What dreadful hot weather we have!
It keeps me in a continual state of inelegance.

Jane Austen

Food Notes:

The Farmers’ choice items: we are just beginning to harvest red okra, pole beans and melons. By next week we will have plenty. I will try to track the shares so that everyone gets melons next week if you don’t receive them this week.

I have tried to include all the fixins for fresh salsa but couldn’t quite get the cilantro to grow in this heat. So, I have included a recipe sans cilantro. Salsa recipes are very flexible and you should feel free to experiment

We have been planting for the Fall season: planting many greens, lettuce, broccoli, cabbage and cauliflower. The Pumpkins that survived the hail are becoming quite large and soon we will have Butternut and acorn squash.

Red Late Summer Salsa

  • 1 lb ripe tomatoes, small dice
  • 2 peppers small dice (can grill them first, amount depends on how hot you want the salsa)
  • 1 medium onion, small dice
  • 1 garlic clove, minced
  • juice from lime or small lemon
  • salt

Mix and eat.

Make adaptions as your kitchen availability suggests: leave out the cilantro, try Italian parsley, not traditional but the green is nice if you don’t have cilantro. Any kind of lemon or lime can work, or you can even leave that out. Only use fresh citrus fruits, no bottled lemon juice. Salt to taste. Some like black pepper in their salsa too. You can also add chopped mango, or peach, or avocado, or corn….. the variations are endless.

Hopefully you’ve found uses for the sweet banana peppers, this might be something new for you to try.

Stuffed Pepper Sandwiches

(Works with jalapenos, but much better with the milder sweet peppers we are growing this year)

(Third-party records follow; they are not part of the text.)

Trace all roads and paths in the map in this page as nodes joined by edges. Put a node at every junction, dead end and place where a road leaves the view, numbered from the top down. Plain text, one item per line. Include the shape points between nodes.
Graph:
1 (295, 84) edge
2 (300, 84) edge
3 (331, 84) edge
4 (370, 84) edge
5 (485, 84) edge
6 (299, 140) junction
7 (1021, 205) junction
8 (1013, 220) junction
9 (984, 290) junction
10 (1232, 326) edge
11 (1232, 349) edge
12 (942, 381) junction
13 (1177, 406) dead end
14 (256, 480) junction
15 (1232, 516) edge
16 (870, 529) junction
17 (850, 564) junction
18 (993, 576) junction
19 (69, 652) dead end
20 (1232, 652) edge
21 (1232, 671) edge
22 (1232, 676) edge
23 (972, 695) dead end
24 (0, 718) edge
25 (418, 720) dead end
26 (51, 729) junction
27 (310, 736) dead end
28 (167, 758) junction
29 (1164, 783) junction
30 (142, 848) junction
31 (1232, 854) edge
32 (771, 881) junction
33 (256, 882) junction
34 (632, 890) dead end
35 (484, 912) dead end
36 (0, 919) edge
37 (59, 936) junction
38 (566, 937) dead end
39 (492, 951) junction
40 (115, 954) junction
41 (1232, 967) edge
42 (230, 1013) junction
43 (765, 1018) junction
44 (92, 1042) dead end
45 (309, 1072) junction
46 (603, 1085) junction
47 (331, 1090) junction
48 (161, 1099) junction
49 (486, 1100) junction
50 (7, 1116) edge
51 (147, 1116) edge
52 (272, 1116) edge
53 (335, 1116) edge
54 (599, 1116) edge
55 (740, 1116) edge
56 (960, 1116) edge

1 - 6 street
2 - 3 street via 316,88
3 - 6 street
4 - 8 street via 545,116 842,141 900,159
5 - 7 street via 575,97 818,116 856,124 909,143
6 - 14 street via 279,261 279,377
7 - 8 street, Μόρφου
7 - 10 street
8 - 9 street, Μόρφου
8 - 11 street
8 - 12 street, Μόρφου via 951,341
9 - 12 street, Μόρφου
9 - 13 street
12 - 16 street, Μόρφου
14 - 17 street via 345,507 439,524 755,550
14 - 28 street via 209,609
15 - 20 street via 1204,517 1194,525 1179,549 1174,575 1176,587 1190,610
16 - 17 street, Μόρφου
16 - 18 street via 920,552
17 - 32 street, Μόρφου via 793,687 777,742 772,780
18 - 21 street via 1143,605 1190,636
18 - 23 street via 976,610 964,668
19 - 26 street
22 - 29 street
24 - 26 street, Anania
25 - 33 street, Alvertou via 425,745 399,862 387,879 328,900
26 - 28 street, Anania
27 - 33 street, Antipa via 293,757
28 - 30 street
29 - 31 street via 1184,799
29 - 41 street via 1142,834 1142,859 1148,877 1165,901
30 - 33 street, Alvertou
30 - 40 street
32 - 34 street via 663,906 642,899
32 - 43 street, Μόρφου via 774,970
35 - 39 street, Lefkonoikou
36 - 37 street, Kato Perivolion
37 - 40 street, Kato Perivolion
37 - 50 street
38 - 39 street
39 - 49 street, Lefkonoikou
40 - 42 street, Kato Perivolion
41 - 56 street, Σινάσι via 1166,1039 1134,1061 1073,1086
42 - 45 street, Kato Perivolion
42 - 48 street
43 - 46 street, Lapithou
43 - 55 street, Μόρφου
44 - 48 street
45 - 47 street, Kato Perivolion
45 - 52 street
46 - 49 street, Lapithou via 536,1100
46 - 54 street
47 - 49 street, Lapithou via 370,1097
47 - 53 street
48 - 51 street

Slice the tops of the peppers and remove seeds. Stuff them with any cheese you like (especially cheddar). Roast these stuffed peppers under the broiler until the peppers look a little scorched and soft. Put these stuffed, just-roasted peppers in a baguette and eat like a sandwich or can be eaten as a side dish.

Here’s a recipe from a 35 year old cook book called America’s Best Vegetable Recipes from the editors of The Farm Journal:

“Try cooking cherry tomatoes. Saute them in a skillet in butter for only 2-3 minutes. Season with salt and pepper and a sprinkle of sugar to make them shine. A bright and tasty addition to a dinner plate.”

works well with any of the smaller tomato varieties – use them as a side or on meat as a relish

This is the Farmers’ Almanac view of August 2007.

1st-3rd. A tropical cyclone threat for Northeast and Mid-Atlantic coasts.

Thunderstorms, then fair weather. 4th-7th. Turning unsettled, wet through Mid-Atlantic, Northeast. 8th-11th. Becoming fair and windy. 12th-15th. Hurricane threat for Mid-Atlantic and Northeast coasts. Hit-or-miss locally strong thunderstorms. 16th-19th. Remnants of a tropical weather system channels locally heavy rain toward Virginias. Fair and pleasant for most other areas. 20th-23rd. Wet, then fair skies return. 24th-27th. Fair skies. 28th-31st. Thunderstorms, some heavy, then fair weather.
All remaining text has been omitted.